17.         À titre superfétatoire, le tribunal tient encore à relever que le risque que le SEM révoque l’admission provisoire du recourant, qui risquerait alors de devoir quitter la Suisse à destination de l’Érythrée, n’existe que tant que celui-ci est au bénéfice d’un permis F. Or, étant donné que les conditions pour la transformation dudit permis en autorisation de séjour sont réalisées, comme reconnu tant par le SEM que par l’OCPM, la signature d’une lettre de regret aurait pour effet la délivrance d’un passeport érythréen au recourant, puis, avec cette pièce, l’octroi d’une autorisation de séjour, laquelle ne peut être révoquée « à un moment ou à un autre » par le SEM.

18.         Enfin, le fait que des juridictions étrangères aient adopté une autre solution que celle résultant de la législation et jurisprudence suisses est sans pertinence dans le cadre de la présente procédure.

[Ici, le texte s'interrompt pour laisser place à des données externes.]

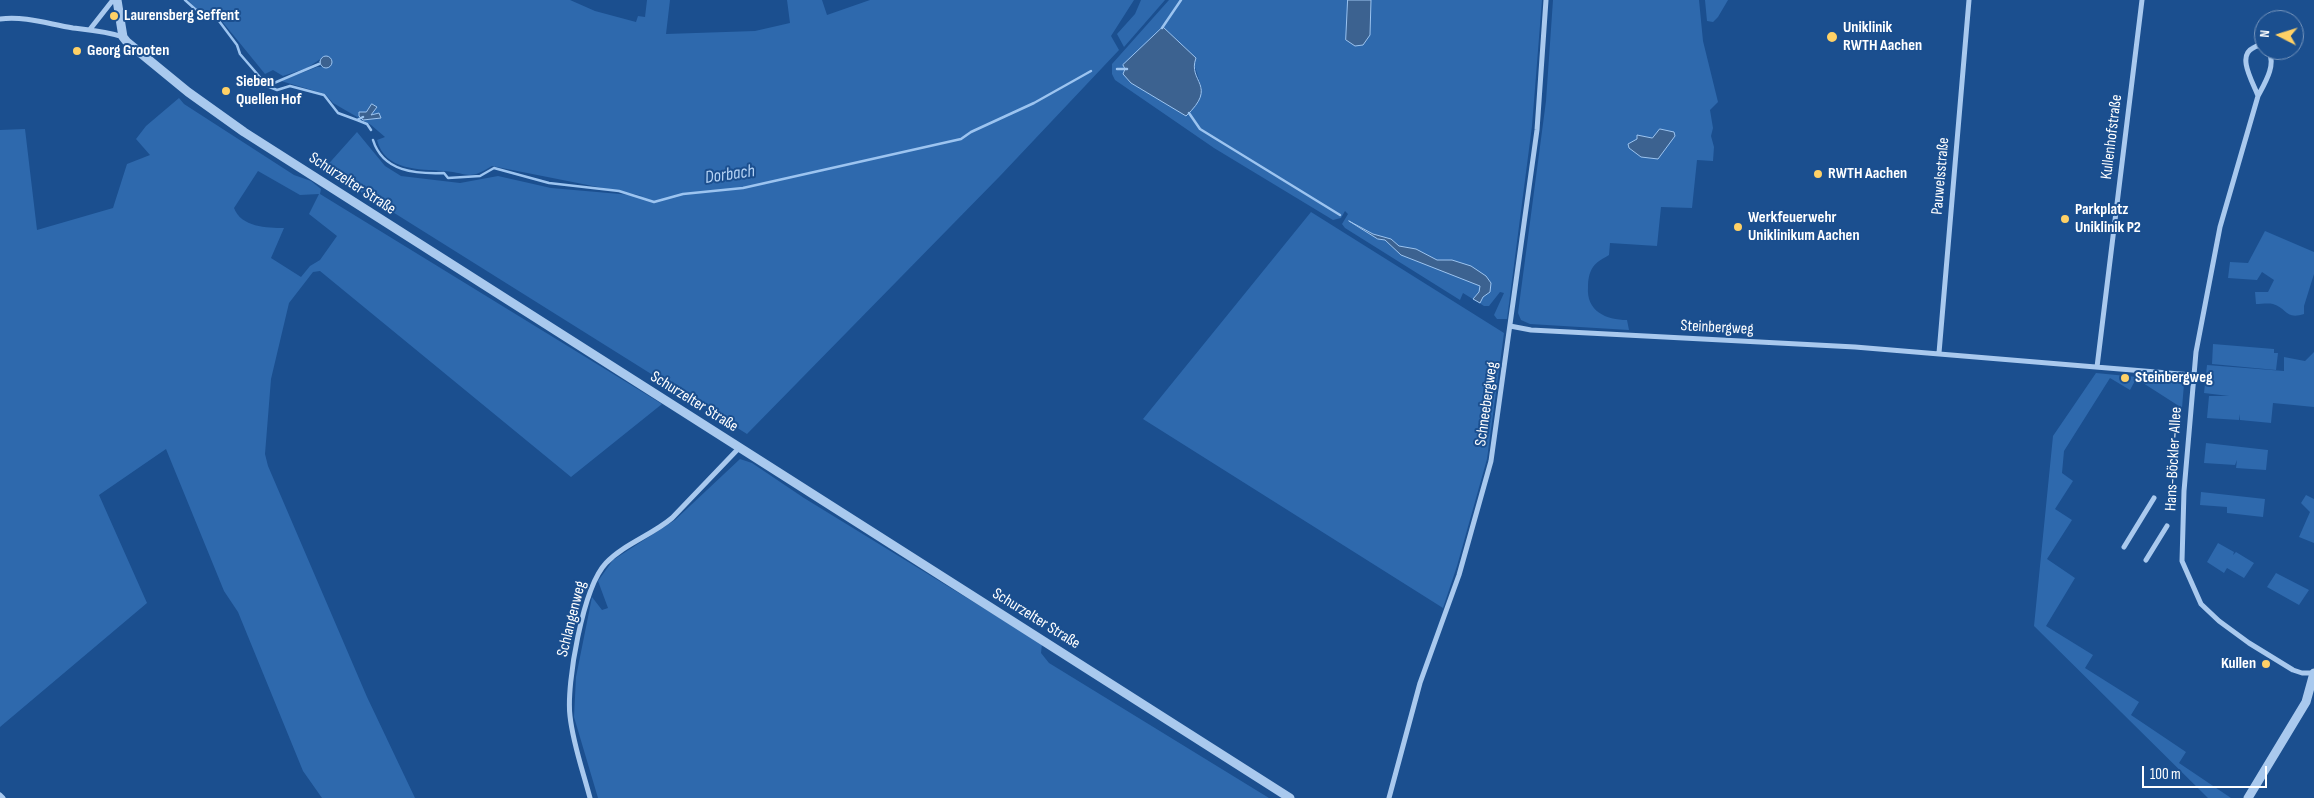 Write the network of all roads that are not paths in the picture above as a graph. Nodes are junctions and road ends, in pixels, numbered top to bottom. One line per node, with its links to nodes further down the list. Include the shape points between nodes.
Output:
1 (113, 0): 7 (street)
2 (117, 0): 8 (street)
3 (1546, 0): 12 (street, Schneebergweg, via 1537,130)
4 (1969, 0): 13 (street, Pauwelsstraße)
5 (2142, 0): 14 (street, Kullenhofstraße)
6 (0, 19): 7 (street, via 31,19 74,28)
7 (92, 28): 8 (street)
8 (123, 36): 16 (street, Schurzelter Straße, via 133,48 188,92 244,132)
9 (2254, 47): 11 (street, via 2249,49 2245,61)
10 (2272, 60): 11 (street, Hans-Böckler-Allee)
11 (2258, 96): 15 (street, Hans-Böckler-Allee, via 2220,227)
12 (1510, 326): 13 (street, Steinbergweg); 26 (street, Schneebergweg, via 1491,461 1459,575 1420,683)
13 (1939, 353): 14 (street, Steinbergweg)
14 (2097, 367): 15 (street, Steinbergweg)
15 (2192, 375): 21 (street, Hans-Böckler-Allee, via 2182,561 2191,584 2201,604 2249,643 2293,670)
16 (739, 448): 24 (street, Schlangenweg, via 672,518 615,555 593,582 568,693 570,718); 25 (street, Schurzelter Straße)
17 (2154, 498): 19 (street)
18 (2167, 526): 20 (street)
19 (2124, 547)
20 (2146, 560)
21 (2314, 673): 27 (street, via 2306,702)
22 (0, 795): 23 (street)
23 (3, 798)
24 (590, 798)
25 (1290, 798)
26 (1389, 798)
27 (2248, 798)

19.         Mal fondé, le recours sera rejeté et la décision querellée confirmée.

20.         En application des art. 87 al. 1 LPA et 1 et 2 du règlement sur les frais, émoluments et indemnités en procédure administrative du 30 juillet 1986 (RFPA - E 5 10.03), le recourant, qui succombe, est condamné au paiement d’un émolument s’élevant à CHF 500.- ; il est couvert par l’avance de frais versée à la suite du dépôt du recours. Vu l’issue du litige, aucune indemnité de procédure ne sera allouée (art. 87 al. 2 LPA).

21.         En vertu des art. 89 al. 2 et 111 al. 2 de la loi sur le Tribunal fédéral du 17 juin 2005 (LTF - RS 173.110), le présent jugement sera communiqué au SEM.

 


PAR CES MOTIFS

LE TRIBUNAL ADMINISTRATIF

DE PREMIÈRE INSTANCE

1.             déclare recevable le recours interjeté le 10 octobre 2023 par Monsieur A______ contre la décision de l’office cantonal de la population et des migrations du 15 septembre 2023  ;

2.             le rejette ;

3.             met à la charge du recourant un émolument de CHF 500.-, lequel est couvert par l’avance de frais ;

4.             dit qu’il n’est pas alloué d’indemnité de procédure ;

5.             dit que, conformément aux art. 132 LOJ, 62 al. 1 let. a et 65 LPA, le présent jugement est susceptible de faire l’objet d’un recours auprès de la chambre administrative de la Cour de justice (10 rue de Saint-Léger, case postale 1956, 1211 Genève 1) dans les trente jours à compter de sa notification. L’acte de recours doit être dûment motivé et contenir, sous peine d’irrecevabilité, la désignation du jugement attaqué et les conclusions du recourant. Il doit être accompagné du présent jugement et des autres pièces dont dispose le recourant.

Au nom du Tribunal :

Le président

Olivier BINDSCHEDLER TORNARE

 

Copie conforme de ce jugement est communiquée aux parties, ainsi qu’au secrétariat d’État aux migrations.